I still use “if you lie down with dogs, you’ll get up with fleas” (from your mum, and very useful for American politics), and “nowt” (from John, and which mystifies my friends), plus innumerable musical references (mainly John, but some I think from Mary and Cat).
ReplyDeleteMy maternal grandfather was a writer manque. Youngest of nine in a Montana farming family, he spent his young adulthood caring for his aging parents and raising the two sons of a sister who had been lobotomized following a breakdown when her husband left her. During the Depression he worked for the highway, then became a real estate agent selling mostly farms and development properties around the Flathead Valley. If he was in an expansive mood, after he had unwound not with a drink but with the crossword puzzle, he might tell you a story, like how he once shot a bear "up the exhaust." He would write letters to us grandkids that were full of the kinds of abbreviations that he used to keep the descriptions short in the newspaper ads for properties. Long before texting, he used single letters and numbers to substitute for words - U, R, 2, 4, B, and so on. He would frequently sign his notes "I luv U big much & so" - and my brothers and I still say "I love you big much and so" to each other and our children and niblings.

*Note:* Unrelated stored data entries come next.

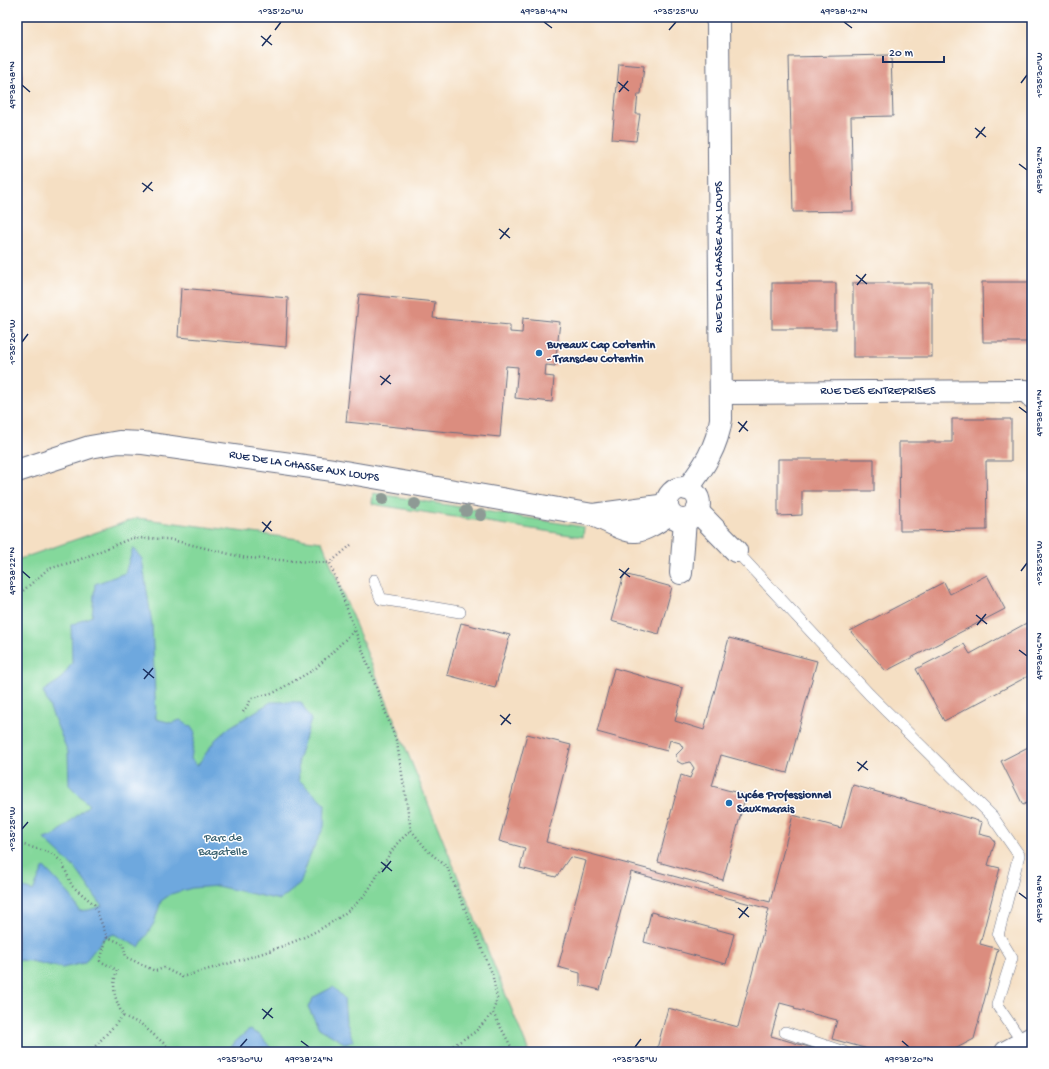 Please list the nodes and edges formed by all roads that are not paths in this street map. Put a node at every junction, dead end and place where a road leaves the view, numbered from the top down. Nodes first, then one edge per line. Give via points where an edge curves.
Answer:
1 (716, 17) edge
2 (721, 393) junction
3 (1032, 397) edge
4 (17, 471) edge
5 (680, 512) junction
6 (736, 551) joint
7 (681, 573) dead end
8 (374, 580) dead end
9 (460, 612) dead end
10 (785, 1032) dead end
11 (1020, 1044) edge
12 (844, 1052) edge

1 - 2 street, RUE DE LA CHASSE AUX LOUPS
2 - 3 street, RUE DES ENTREPRISES via 1026,391
2 - 5 street, RUE DE LA CHASSE AUX LOUPS via 721,419 715,445 702,470 687,489 698,500
4 - 5 street, RUE DE LA CHASSE AUX LOUPS via 90,448 119,442 142,443 334,470 594,515 635,532
5 - 6 street
5 - 7 street
6 - 11 lane via 869,694 992,816 1018,856 998,935 1012,958 997,1005
8 - 9 lane via 381,598
10 - 12 lane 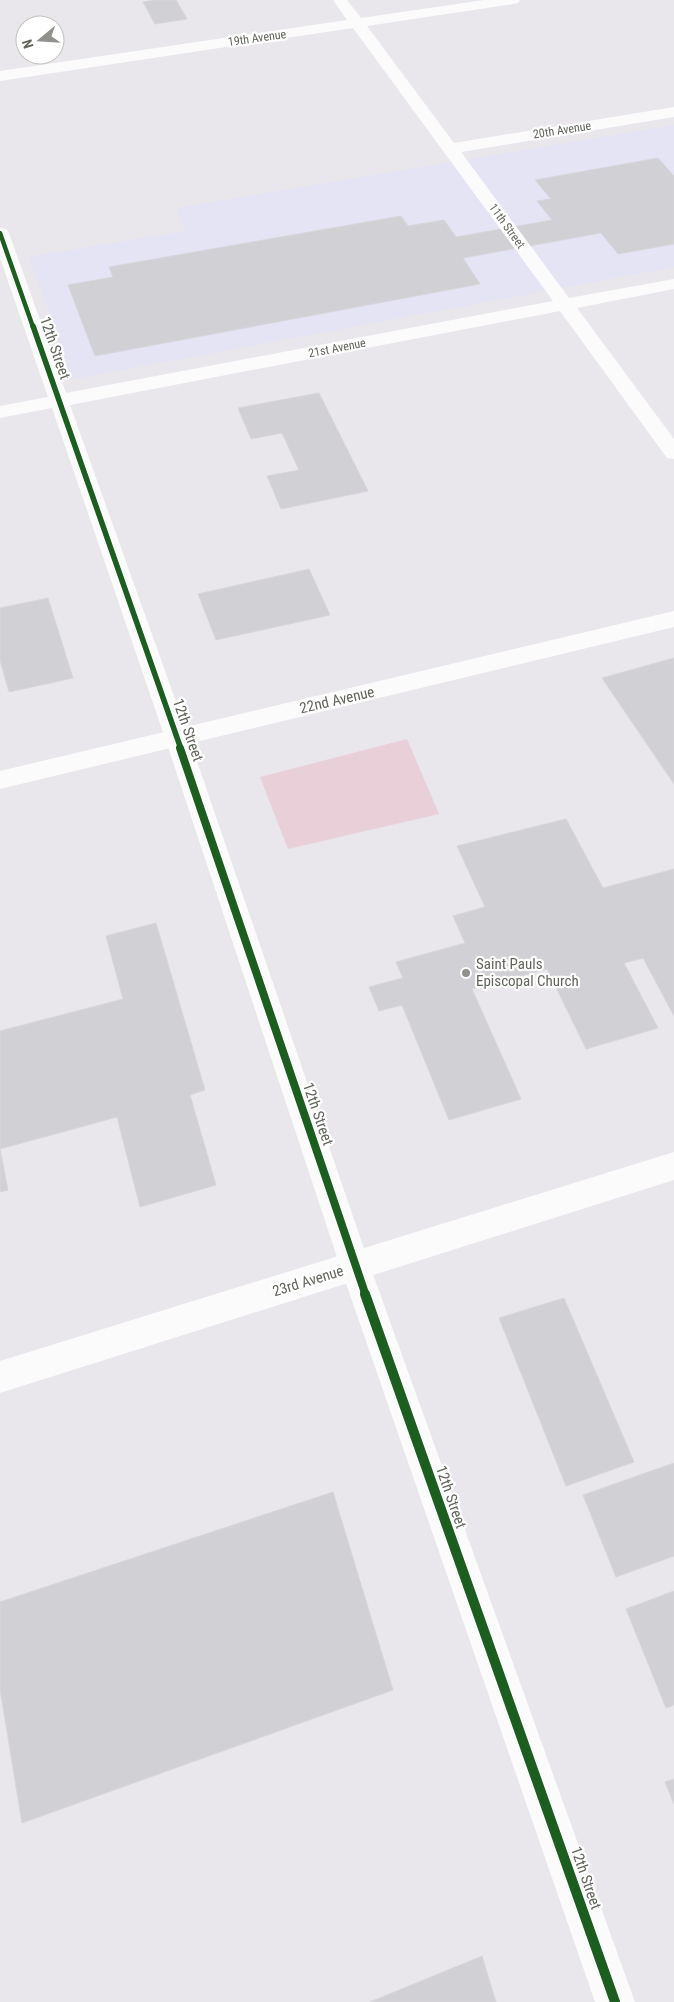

ReplyDeleteOops - forgot to sign the above. Didn't mean to post as anonymous!
DeleteMore from the familect... I was staggeringly old before I deduced that these words meant something different from what they were used for - as in, I knew that "you gannet" mean "you messy glutton", but I didn't know - living in western Canada mostly - that they were huge seabirds! Another expression from my Dad was that someone or some statement was "as ignorant as 'The Horse' Daily" which I believed was some sort of Irish newspaper... Turned out to be the nickname of a large Daily family member. Some were punchlines for longer anecdotes - "More bread or I'll be out", meaning added bribes must be offered for me to continue to stay away. Some are Geordie - 'scutter' and expressions like 'she was either all sugar or all shite'. And then expressions like "let the butcher cry" (meaning spend freely, ideally on credit, let others worry about getting paid) and one of my Dad's favourites, "Being of sound mind and body, we spent the lot".